Heres one for the more experienced folks.  

Anyo Isa vs Short Form 1.

In Kenpo, short form one at the basic level shows a series of basic blocks., at the advanced levels, blocks and strikes. (I'm summarizing incredibly here, so bear with me)

What does Anyo Isa show the Modern Arnis beginner, and does it have anything to offer to the experienced practitioner?


:asian:


----------



## dearnis.com (Apr 12, 2002)

as I teach the breakdown (and this is heavily Dillman influenced) you start with brush/hold/strike (aka basic trapping hands) left and right; this gives you your entry.  The cross and spin gives you a series of grapples after your entry/strike (Professor was fond of the "bicep-wrist lock" and had me close to passing out several times when he demoed the move).  The sweeping motions (down block-side block if you prefer, though I teach them as one move with flow) give  a variety of passed and arm locks.  Professor would also use these to redirect high kicks to dumps; again, not fun on the receiving end.  The end sequence (taken from Pinan one) has some strong grappling breakdown; I teach reverse two-finger lock into a head strike as a basic.  (note that I omit the punches from this sequence; they clutter the form and inhibit the breakdown I teach; and lest I be accused of 'changing the forms' Professor saw me demonstrate and teach this often enough with the comment 'berry good!')
kenpo short one also has some awesome grappling breakdown if you can step back from the blocking aspect, by the way.
There is definate value for advanced students, but it is all in how you practice.  As an example I had some advanced students working the lower level empty hand anyos last night as single and double knife forms.  Do they translate exactly; no of course not.  Does working this make you think and force you to make connections; sure.  
That is part of my approach, hope it helps.


----------



## Rich Parsons (Apr 12, 2002)

Well, if one to watch some of the old video tapes
made my Prof Presas, Empty Hand form one also
had Diving Arm throws as applications where
there was trapping hands. This applies to most
of the forms, where just a block or a block/parry
and or strike exist. Prof Presas had many 
different interpretations.

Just my two cents worth.

Have fun

Rich

:drinkbeer:


----------



## ace (Sep 29, 2002)

There is a diving throw in Anyo isa
that i have used  in live Submisson Grappling. 

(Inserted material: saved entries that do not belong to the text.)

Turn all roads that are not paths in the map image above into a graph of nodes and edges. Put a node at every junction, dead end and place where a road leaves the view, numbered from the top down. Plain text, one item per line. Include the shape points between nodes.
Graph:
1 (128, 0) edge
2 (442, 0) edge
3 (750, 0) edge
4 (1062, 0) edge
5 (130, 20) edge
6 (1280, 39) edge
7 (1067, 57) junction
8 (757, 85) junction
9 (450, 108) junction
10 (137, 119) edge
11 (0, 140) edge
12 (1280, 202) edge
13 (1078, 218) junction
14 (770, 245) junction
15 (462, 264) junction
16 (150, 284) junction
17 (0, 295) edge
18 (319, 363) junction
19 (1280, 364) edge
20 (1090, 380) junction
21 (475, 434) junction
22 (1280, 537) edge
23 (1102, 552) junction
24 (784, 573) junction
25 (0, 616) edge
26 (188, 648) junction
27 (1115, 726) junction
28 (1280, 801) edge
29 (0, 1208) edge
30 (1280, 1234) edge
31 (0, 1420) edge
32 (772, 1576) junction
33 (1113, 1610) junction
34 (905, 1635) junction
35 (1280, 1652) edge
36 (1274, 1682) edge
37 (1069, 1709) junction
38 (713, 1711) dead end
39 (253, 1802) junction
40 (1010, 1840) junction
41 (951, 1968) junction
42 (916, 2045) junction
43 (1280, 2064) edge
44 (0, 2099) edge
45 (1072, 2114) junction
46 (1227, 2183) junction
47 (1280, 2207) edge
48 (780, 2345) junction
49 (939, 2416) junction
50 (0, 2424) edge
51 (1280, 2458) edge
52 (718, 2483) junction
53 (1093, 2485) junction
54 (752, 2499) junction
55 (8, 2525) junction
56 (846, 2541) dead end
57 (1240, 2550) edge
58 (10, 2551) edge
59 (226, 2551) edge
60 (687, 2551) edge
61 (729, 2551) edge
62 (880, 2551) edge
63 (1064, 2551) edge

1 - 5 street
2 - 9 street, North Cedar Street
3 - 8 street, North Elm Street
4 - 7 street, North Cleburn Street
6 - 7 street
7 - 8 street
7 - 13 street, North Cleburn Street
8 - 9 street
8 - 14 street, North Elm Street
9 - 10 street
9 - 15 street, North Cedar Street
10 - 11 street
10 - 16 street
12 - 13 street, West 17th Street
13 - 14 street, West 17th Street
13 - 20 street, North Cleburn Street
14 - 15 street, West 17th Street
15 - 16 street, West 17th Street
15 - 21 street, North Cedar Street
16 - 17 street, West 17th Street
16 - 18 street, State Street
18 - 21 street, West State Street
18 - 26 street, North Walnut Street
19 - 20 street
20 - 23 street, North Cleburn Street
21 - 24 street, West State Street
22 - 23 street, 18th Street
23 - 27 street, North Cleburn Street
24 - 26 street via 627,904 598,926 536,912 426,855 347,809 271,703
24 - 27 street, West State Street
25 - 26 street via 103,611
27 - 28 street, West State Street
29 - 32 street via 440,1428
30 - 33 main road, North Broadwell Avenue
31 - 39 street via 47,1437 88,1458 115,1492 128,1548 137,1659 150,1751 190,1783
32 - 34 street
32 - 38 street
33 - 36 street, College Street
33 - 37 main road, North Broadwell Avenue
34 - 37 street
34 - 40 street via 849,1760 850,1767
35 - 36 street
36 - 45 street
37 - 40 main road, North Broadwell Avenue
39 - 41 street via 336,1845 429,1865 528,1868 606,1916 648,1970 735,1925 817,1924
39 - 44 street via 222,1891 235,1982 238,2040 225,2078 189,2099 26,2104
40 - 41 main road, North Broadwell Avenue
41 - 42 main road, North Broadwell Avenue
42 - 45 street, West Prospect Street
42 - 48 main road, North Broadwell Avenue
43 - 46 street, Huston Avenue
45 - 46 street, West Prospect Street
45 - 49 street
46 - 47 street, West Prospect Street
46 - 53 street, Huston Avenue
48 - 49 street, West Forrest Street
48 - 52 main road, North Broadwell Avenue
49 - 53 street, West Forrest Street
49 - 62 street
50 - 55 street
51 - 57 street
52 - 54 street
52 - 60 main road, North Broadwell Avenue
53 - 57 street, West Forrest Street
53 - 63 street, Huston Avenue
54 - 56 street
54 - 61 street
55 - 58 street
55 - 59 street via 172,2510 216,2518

And the trapping is done throught
A Modern Arnis practioners rise from white to black.
:asian: 
Primo


----------



## Rich Parsons (Oct 2, 2002)

Kaith et al,

The advanced version of the form is also done with the Flow ad cutting motions versus the hard striking motions usually taught to beginners.

Just another piece of information I thought of.

Best Regards

Rich


----------